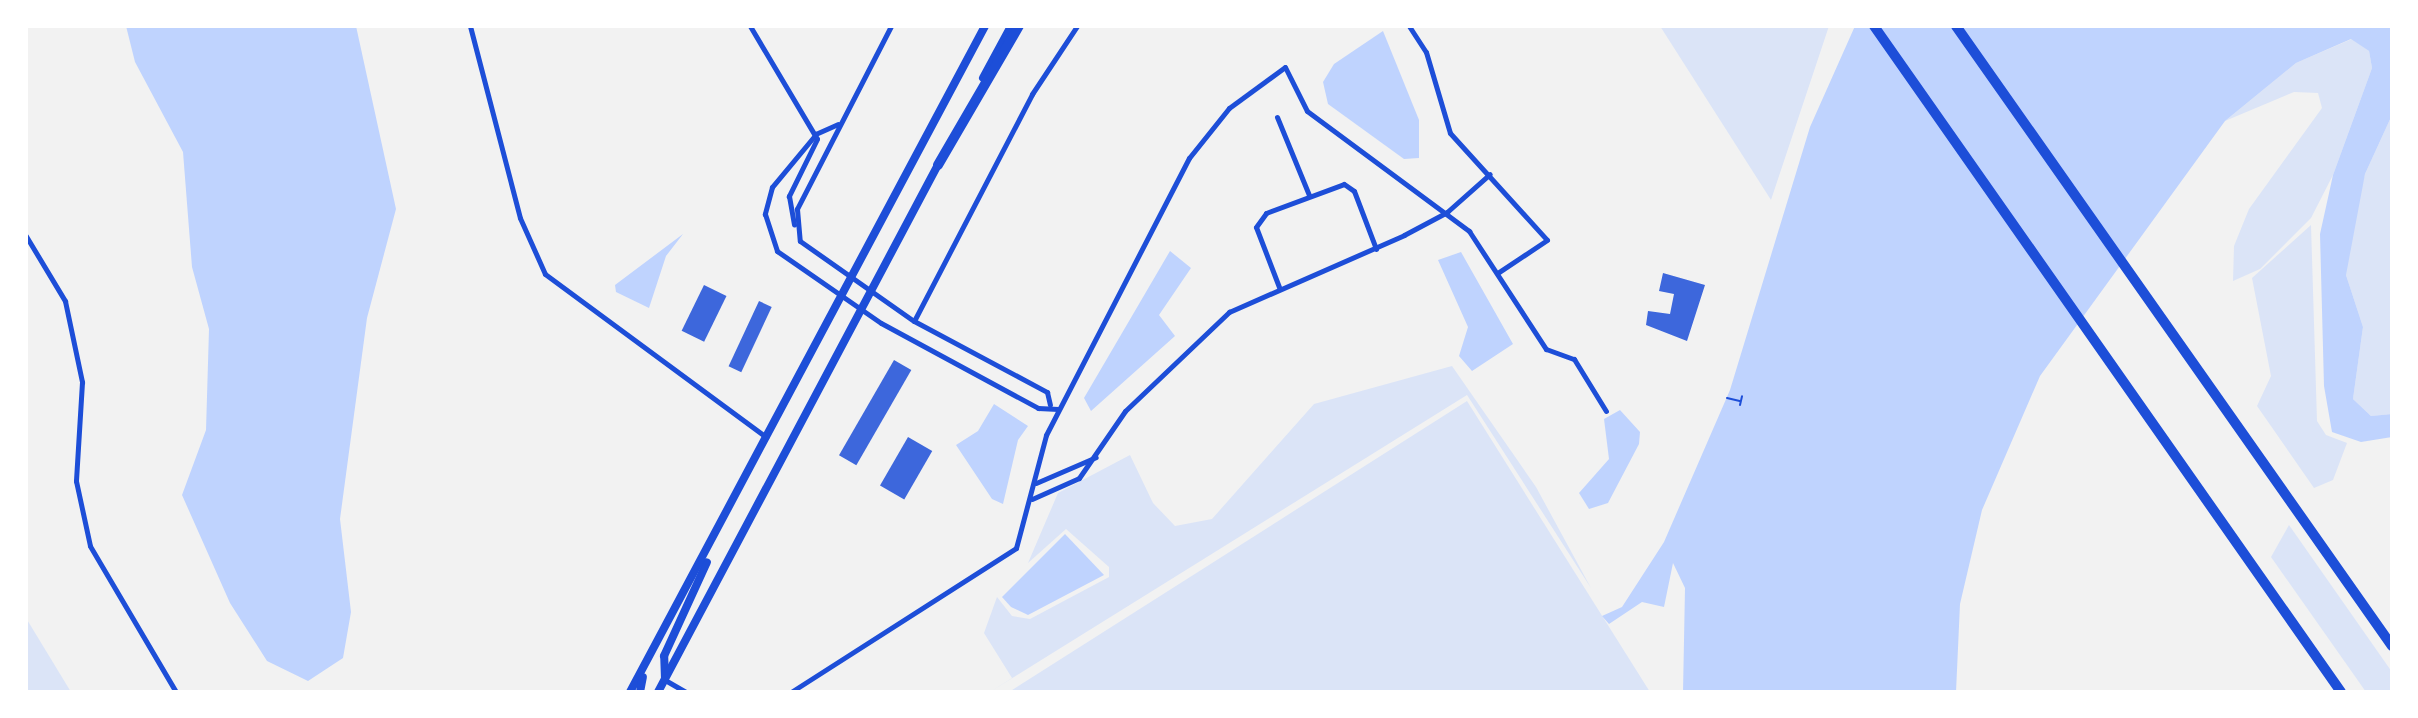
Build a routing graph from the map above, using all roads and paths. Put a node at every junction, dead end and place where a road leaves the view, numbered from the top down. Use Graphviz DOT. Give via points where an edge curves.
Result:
graph roads {
  1 [pos="470,26"];
  2 [pos="750,26"];
  3 [pos="891,26"];
  4 [pos="985,26"];
  5 [pos="1011,26"];
  6 [pos="1019,26"];
  7 [pos="1077,26"];
  8 [pos="1409,26"];
  9 [pos="1874,26"];
  10 [pos="1956,26"];
  11 [pos="1277,117"];
  12 [pos="838,124"];
  13 [pos="816,134"];
  14 [pos="938,165"];
  15 [pos="1490,174"];
  16 [pos="1309,195"];
  17 [pos="1447,212"];
  18 [pos="794,225"];
  19 [pos="26,236"];
  20 [pos="1376,249"];
  21 [pos="1499,272"];
  22 [pos="854,277"];
  23 [pos="1279,287"];
  24 [pos="873,293"];
  25 [pos="842,300"];
  26 [pos="861,312"];
  27 [pos="914,321"];
  28 [pos="1742,396"];
  29 [pos="1727,398"];
  30 [pos="1050,405"];
  31 [pos="1058,409"];
  32 [pos="1606,411"];
  33 [pos="768,438"];
  34 [pos="1097,457"];
  35 [pos="1036,483"];
  36 [pos="1032,499"];
  37 [pos="713,542"];
  38 [pos="2392,646"];
  39 [pos="645,668"];
  40 [pos="665,680"];
  41 [pos="176,692"];
  42 [pos="630,692"];
  43 [pos="640,692"];
  44 [pos="658,692"];
  45 [pos="686,692"];
  46 [pos="791,692"];
  47 [pos="2341,692"];
  1 -- 33 [label="street" via="520,218 545,274"];
  2 -- 13 [label="street"];
  3 -- 12 [label="street"];
  4 -- 22 [label="main road"];
  5 -- 14 [label="main road"];
  6 -- 14 [label="highway"];
  7 -- 27 [label="street" via="1032,94"];
  8 -- 15 [label="street" via="1430,62 1450,133"];
  9 -- 47 [label="highway"];
  10 -- 38 [label="highway"];
  11 -- 16 [label="street"];
  12 -- 13 [label="street"];
  12 -- 18 [label="street" via="840,137"];
  13 -- 18 [label="street" via="789,196"];
  13 -- 25 [label="street" via="772,187 765,214 777,251"];
  14 -- 24 [label="main road"];
  15 -- 17 [label="street"];
  15 -- 21 [label="street" via="1547,240"];
  16 -- 20 [label="street" via="1350,187"];
  16 -- 23 [label="street" via="1257,222"];
  17 -- 20 [label="street"];
  17 -- 21 [label="street"];
  17 -- 31 [label="street" via="1307,111 1285,67 1208,128"];
  18 -- 22 [label="street" via="806,247"];
  19 -- 41 [label="street" via="65,301 82,382 76,481 90,546"];
  20 -- 23 [label="street"];
  21 -- 32 [label="street" via="1546,349 1574,359"];
  22 -- 24 [label="street"];
  22 -- 25 [label="main road"];
  23 -- 34 [label="street" via="1214,325 1125,411"];
  24 -- 26 [label="main road"];
  24 -- 27 [label="street"];
  25 -- 26 [label="street"];
  25 -- 33 [label="main road"];
  26 -- 30 [label="street" via="1038,408"];
  26 -- 40 [label="main road"];
  27 -- 30 [label="street" via="1047,392"];
  28 -- 29 [label="path" via="1740,403"];
  30 -- 31 [label="street"];
  31 -- 35 [label="street"];
  33 -- 37 [label="main road"];
  34 -- 35 [label="street"];
  34 -- 36 [label="street" via="1079,478"];
  35 -- 36 [label="street"];
  36 -- 46 [label="street" via="1006,556"];
  37 -- 39 [label="main road"];
  37 -- 40 [label="main road" via="664,656"];
  39 -- 42 [label="main road"];
  39 -- 43 [label="main road"];
  40 -- 44 [label="main road"];
  40 -- 45 [label="street"];
}
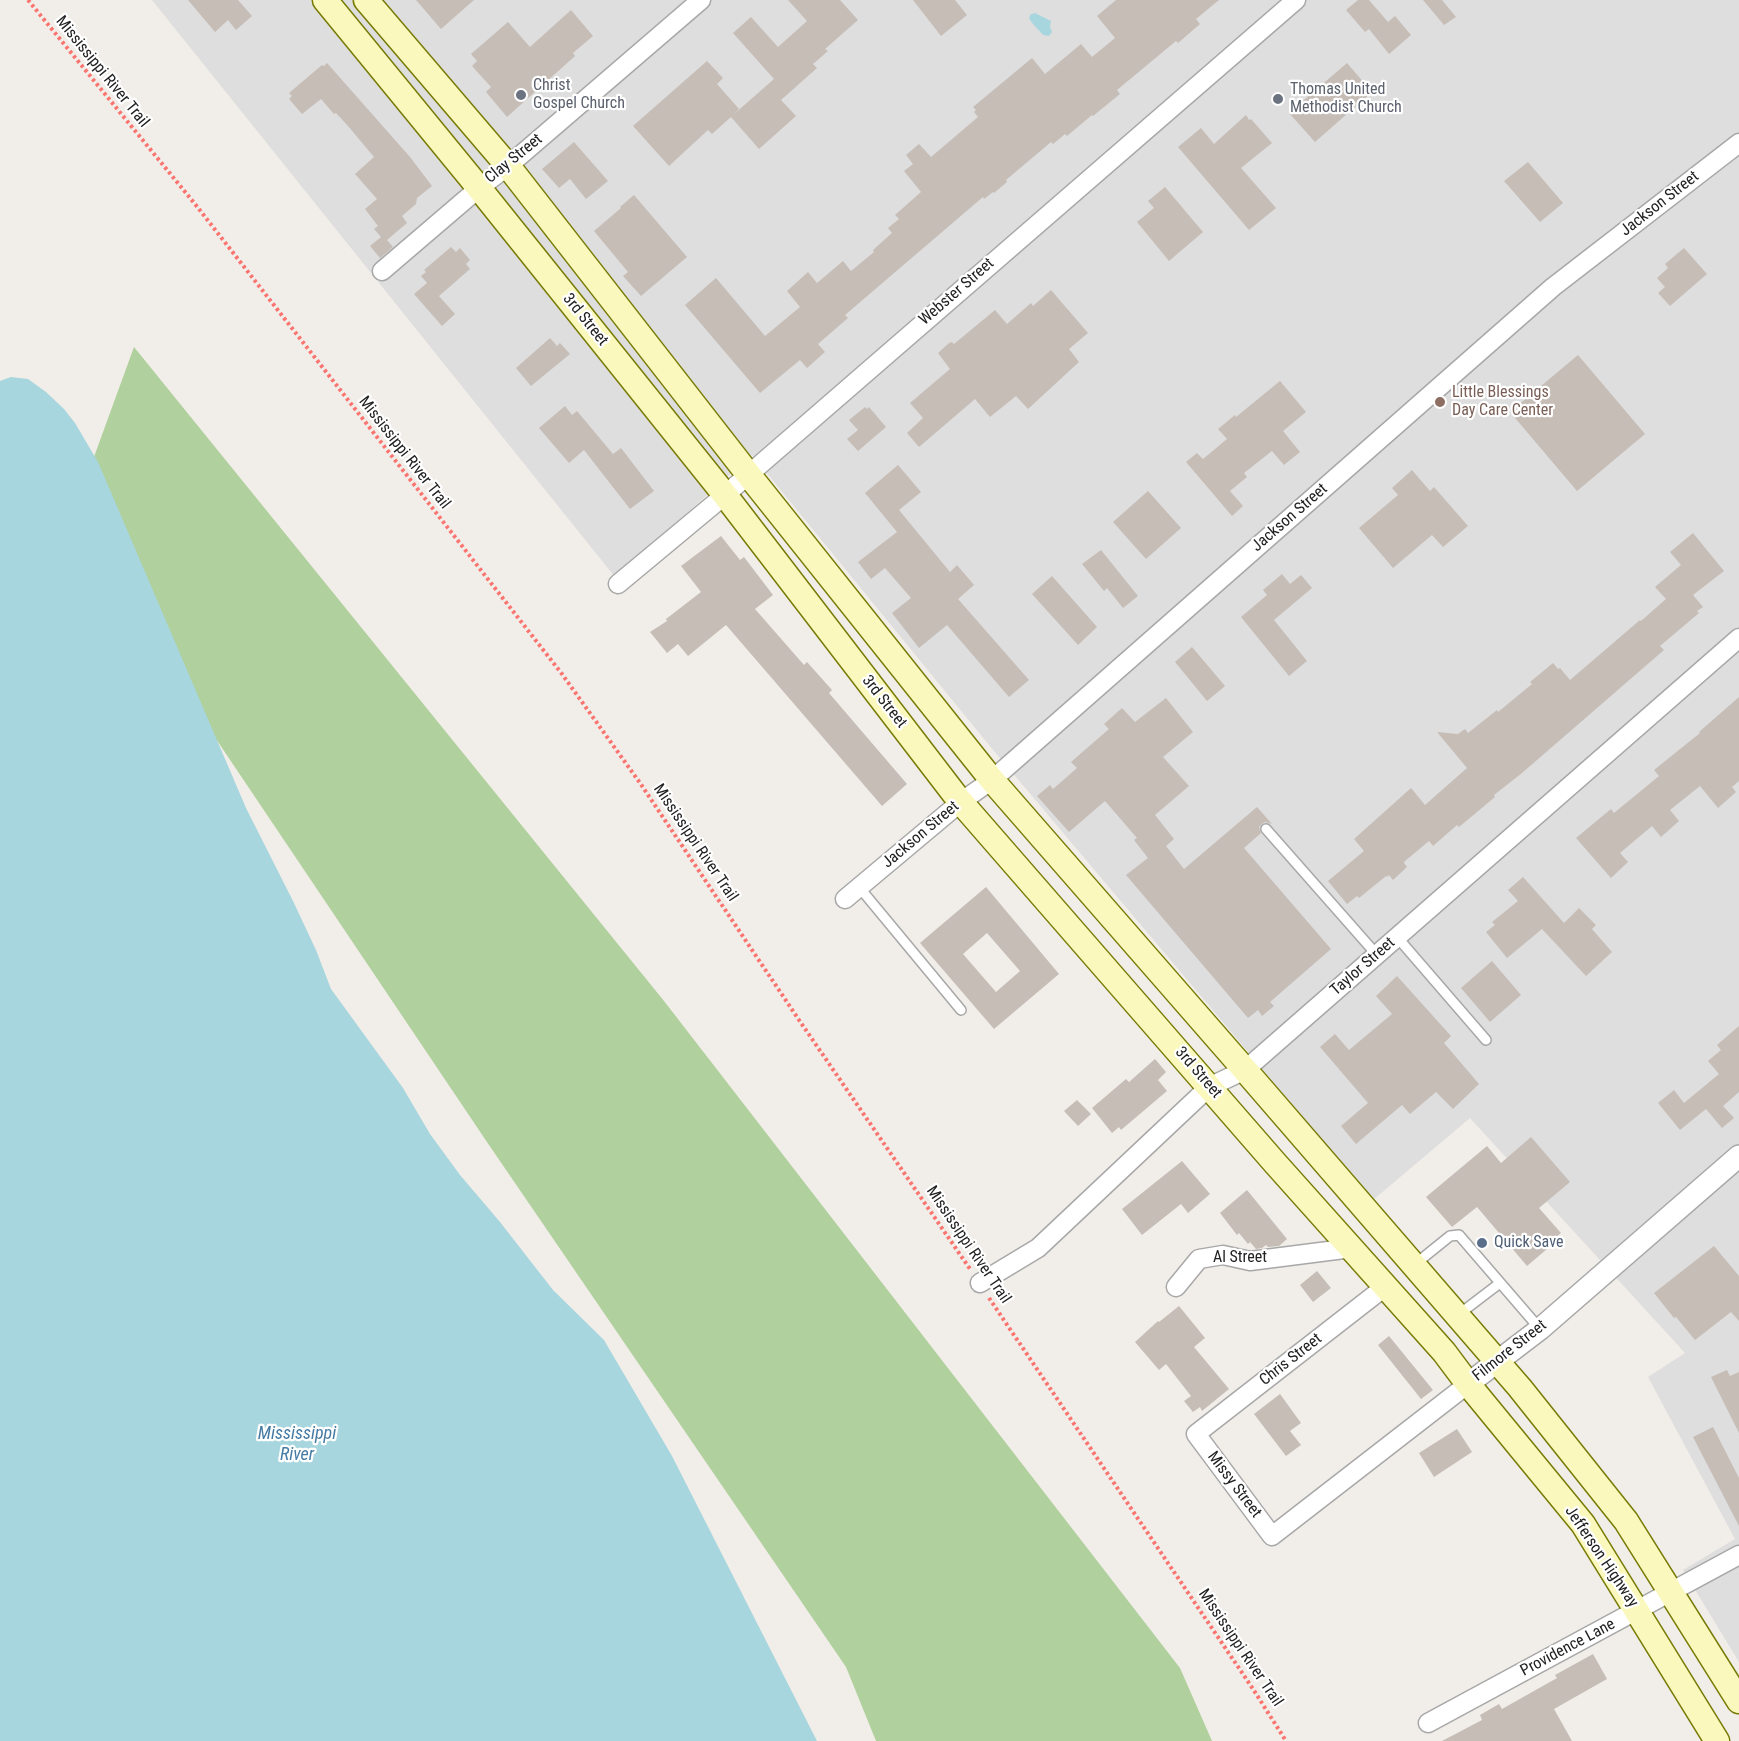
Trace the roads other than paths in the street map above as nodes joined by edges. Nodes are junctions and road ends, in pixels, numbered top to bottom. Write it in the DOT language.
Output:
graph roads {
  1 [pos="325,0"];
  2 [pos="366,0"];
  3 [pos="701,0"];
  4 [pos="1296,0"];
  5 [pos="1739,143"];
  6 [pos="508,166"];
  7 [pos="479,188"];
  8 [pos="382,271"];
  9 [pos="748,474"];
  10 [pos="725,495"];
  11 [pos="618,584"];
  12 [pos="1739,638"];
  13 [pos="992,780"];
  14 [pos="962,801"];
  15 [pos="1266,829"];
  16 [pos="852,893"];
  17 [pos="1397,937"];
  18 [pos="1377,955"];
  19 [pos="962,1010"];
  20 [pos="1486,1040"];
  21 [pos="1245,1070"];
  22 [pos="1209,1087"];
  23 [pos="1739,1156"];
  24 [pos="1352,1248"];
  25 [pos="1414,1265"];
  26 [pos="1500,1282"];
  27 [pos="980,1283"];
  28 [pos="1386,1286"];
  29 [pos="1176,1287"];
  30 [pos="1458,1316"];
  31 [pos="1540,1329"];
  32 [pos="1498,1361"];
  33 [pos="1468,1384"];
  34 [pos="1196,1434"];
  35 [pos="1272,1536"];
  36 [pos="1739,1556"];
  37 [pos="1671,1592"];
  38 [pos="1637,1611"];
  39 [pos="1739,1701"];
  40 [pos="1428,1723"];
  41 [pos="1717,1741"];
  1 -- 7 [label="main road, 3rd Street"];
  2 -- 6 [label="main road, 3rd Street"];
  3 -- 6 [label="street, Clay Street"];
  4 -- 9 [label="street, Webster Street"];
  5 -- 13 [label="street, Jackson Street"];
  6 -- 7 [label="street, Clay Street"];
  6 -- 9 [label="main road, 3rd Street"];
  7 -- 8 [label="street, Clay Street"];
  7 -- 10 [label="main road, 3rd Street"];
  9 -- 10 [label="street, Webster Street"];
  9 -- 13 [label="main road, 3rd Street"];
  10 -- 11 [label="street, Webster Street"];
  10 -- 14 [label="main road, 3rd Street"];
  12 -- 17 [label="street, Taylor Street"];
  13 -- 14 [label="street, Jackson Street"];
  13 -- 21 [label="main road, 3rd Street"];
  14 -- 16 [label="street, Jackson Street"];
  14 -- 22 [label="main road, 3rd Street"];
  15 -- 18 [label="lane"];
  16 -- 19 [label="lane"];
  17 -- 18 [label="street, Taylor Street"];
  17 -- 20 [label="lane"];
  18 -- 21 [label="street, Taylor Street"];
  21 -- 22 [label="street, Taylor Street"];
  21 -- 25 [label="main road, 3rd Street"];
  22 -- 24 [label="main road, 3rd Street"];
  22 -- 27 [label="street, Taylor Street"];
  23 -- 31 [label="street, Filmore Street"];
  24 -- 28 [label="main road, 3rd Street"];
  24 -- 29 [label="street, Al Street"];
  25 -- 26 [label="lane"];
  25 -- 30 [label="main road, 3rd Street"];
  26 -- 30 [label="lane"];
  26 -- 31 [label="lane"];
  28 -- 33 [label="main road, 3rd Street"];
  28 -- 34 [label="street, Chris Street"];
  30 -- 32 [label="main road, 3rd Street"];
  31 -- 32 [label="street, Filmore Street"];
  32 -- 33 [label="street, Filmore Street"];
  32 -- 37 [label="main road"];
  33 -- 35 [label="street, Filmore Street"];
  33 -- 38 [label="main road, Jefferson Highway"];
  34 -- 35 [label="street, Missy Street"];
  36 -- 37 [label="street, Providence Lane"];
  37 -- 38 [label="street, Providence Lane"];
  37 -- 39 [label="main road"];
  38 -- 40 [label="street, Providence Lane"];
  38 -- 41 [label="main road, Jefferson Highway"];
}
·····
▸ **TASK DETAILS**:
Scan the material above for lines that contain the string "roads", and copy each such line.

▸ **SOLUTION**:
Build a routing graph from the map above, using all roads and paths. Put a node at every junction, dead end and place where a road leaves the view, numbered from the top down. Use Graphviz DOT. Give via points where an edge curves.
graph roads {
Trace the roads other than paths in the street map above as nodes joined by edges. Nodes are junctions and road ends, in pixels, numbered top to bottom. Write it in the DOT language.
graph roads {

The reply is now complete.